I don't know who Erik Lundegaard of MSNBC is, but he's a breath of fresh air as he too feels that Crash is ridiculously overrated:

I want to like “Crash.” It’s a film about how race and class blend together — but mostly don’t blend together — in modern Los Angeles. That’s a great subject for a serious film. And while “Crash” sees itself as a very serious film, it’s not a good film because it’s false from the beginning.

What do we talk about when we talk about race? We don’t talk about race. I would argue that this is the big problem with race in America. Our tendency to ignore it. Our tendency to pretend otherwise. Our tendency, in Paul Laurence Dunbar’s words, to “wear the mask that grins and lies.”

What is the big problem with race in the Los Angeles of “Crash”? That everyone enunciates every racial thought they have. So the Asian woman complains that “Mexicans” don’t know how to drive and the “Mexican” mocks the Asian woman’s pronunciation (“blake” for “break”), and the white gun store owner calls the Persian man “Osama” and blames him for 9/11 and the white cop mocks the black woman’s name (“Shaniqua. Big f---ing surprise”) and the black cop calls his girlfriend “Mexican,” as the Asian woman did, even though — she informs him — her mother is from Puerto Rico and her father is from El Salvador, to which the black cop makes it up to her by asking her why all of her people park their cars on their lawns.

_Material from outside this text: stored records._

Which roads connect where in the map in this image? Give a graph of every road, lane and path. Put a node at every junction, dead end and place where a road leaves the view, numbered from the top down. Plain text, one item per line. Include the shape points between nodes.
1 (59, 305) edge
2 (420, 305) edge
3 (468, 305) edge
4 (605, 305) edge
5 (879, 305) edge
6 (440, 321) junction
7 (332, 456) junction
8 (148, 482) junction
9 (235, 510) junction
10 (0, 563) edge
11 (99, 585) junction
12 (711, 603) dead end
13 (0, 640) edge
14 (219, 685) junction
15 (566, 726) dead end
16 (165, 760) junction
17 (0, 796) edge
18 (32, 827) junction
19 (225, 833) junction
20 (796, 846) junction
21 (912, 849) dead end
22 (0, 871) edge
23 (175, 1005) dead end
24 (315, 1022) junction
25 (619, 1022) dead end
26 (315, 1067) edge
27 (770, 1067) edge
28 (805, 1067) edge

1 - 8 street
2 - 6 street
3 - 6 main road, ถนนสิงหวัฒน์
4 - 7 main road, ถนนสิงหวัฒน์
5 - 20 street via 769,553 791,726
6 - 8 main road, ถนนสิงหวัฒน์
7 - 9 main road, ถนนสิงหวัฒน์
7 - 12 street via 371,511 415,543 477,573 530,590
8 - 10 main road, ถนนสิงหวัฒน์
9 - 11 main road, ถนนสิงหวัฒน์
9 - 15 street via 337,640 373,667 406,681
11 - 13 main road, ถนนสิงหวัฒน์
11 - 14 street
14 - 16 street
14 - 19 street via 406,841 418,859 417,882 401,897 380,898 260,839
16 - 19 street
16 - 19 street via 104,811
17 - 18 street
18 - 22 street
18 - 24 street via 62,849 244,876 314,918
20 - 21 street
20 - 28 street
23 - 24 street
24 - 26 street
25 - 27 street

“Crash” is saying “How horrible that we're all this way” when most of us are not only not this way but the exact opposite of this way. We may think these thoughts but we rarely enunciate them. Sure, racism still exists, but at its most potent it's usually silent. It's opaque. It makes you wonder “Is this happening because of race?” You suspect but you have no evidence. “Crash” not only gives us evidence it manipulates the evidence.


So count this viewer as another one hoping for a win for Brokeback or even Capote over Crash.

Tonight's Independent Spirit Awards broadcast on IFC may seem like a dress rehearsal for the Academy Awards tomorrow, but in reality it's like one of those parties where the food might not be as lavish and the booze isn't top-of-the-line, but the people are a lot more fun to hang with. This year there isn't a whole lot of difference between the ISA nominees and the Academy's picks, but the journey is always fun.

Of course, for us sociopolitical types, the biggest question about the Academy Awards tomorrow night isn't even how hideous Gwyneth Paltrow's dress will be this year, or whether Ryan Phillippe will have a Norman Maine moment, or whose face will be the most immobilized by Botox. It's what Jon Stewart is going to do with this most fake of fake news "events".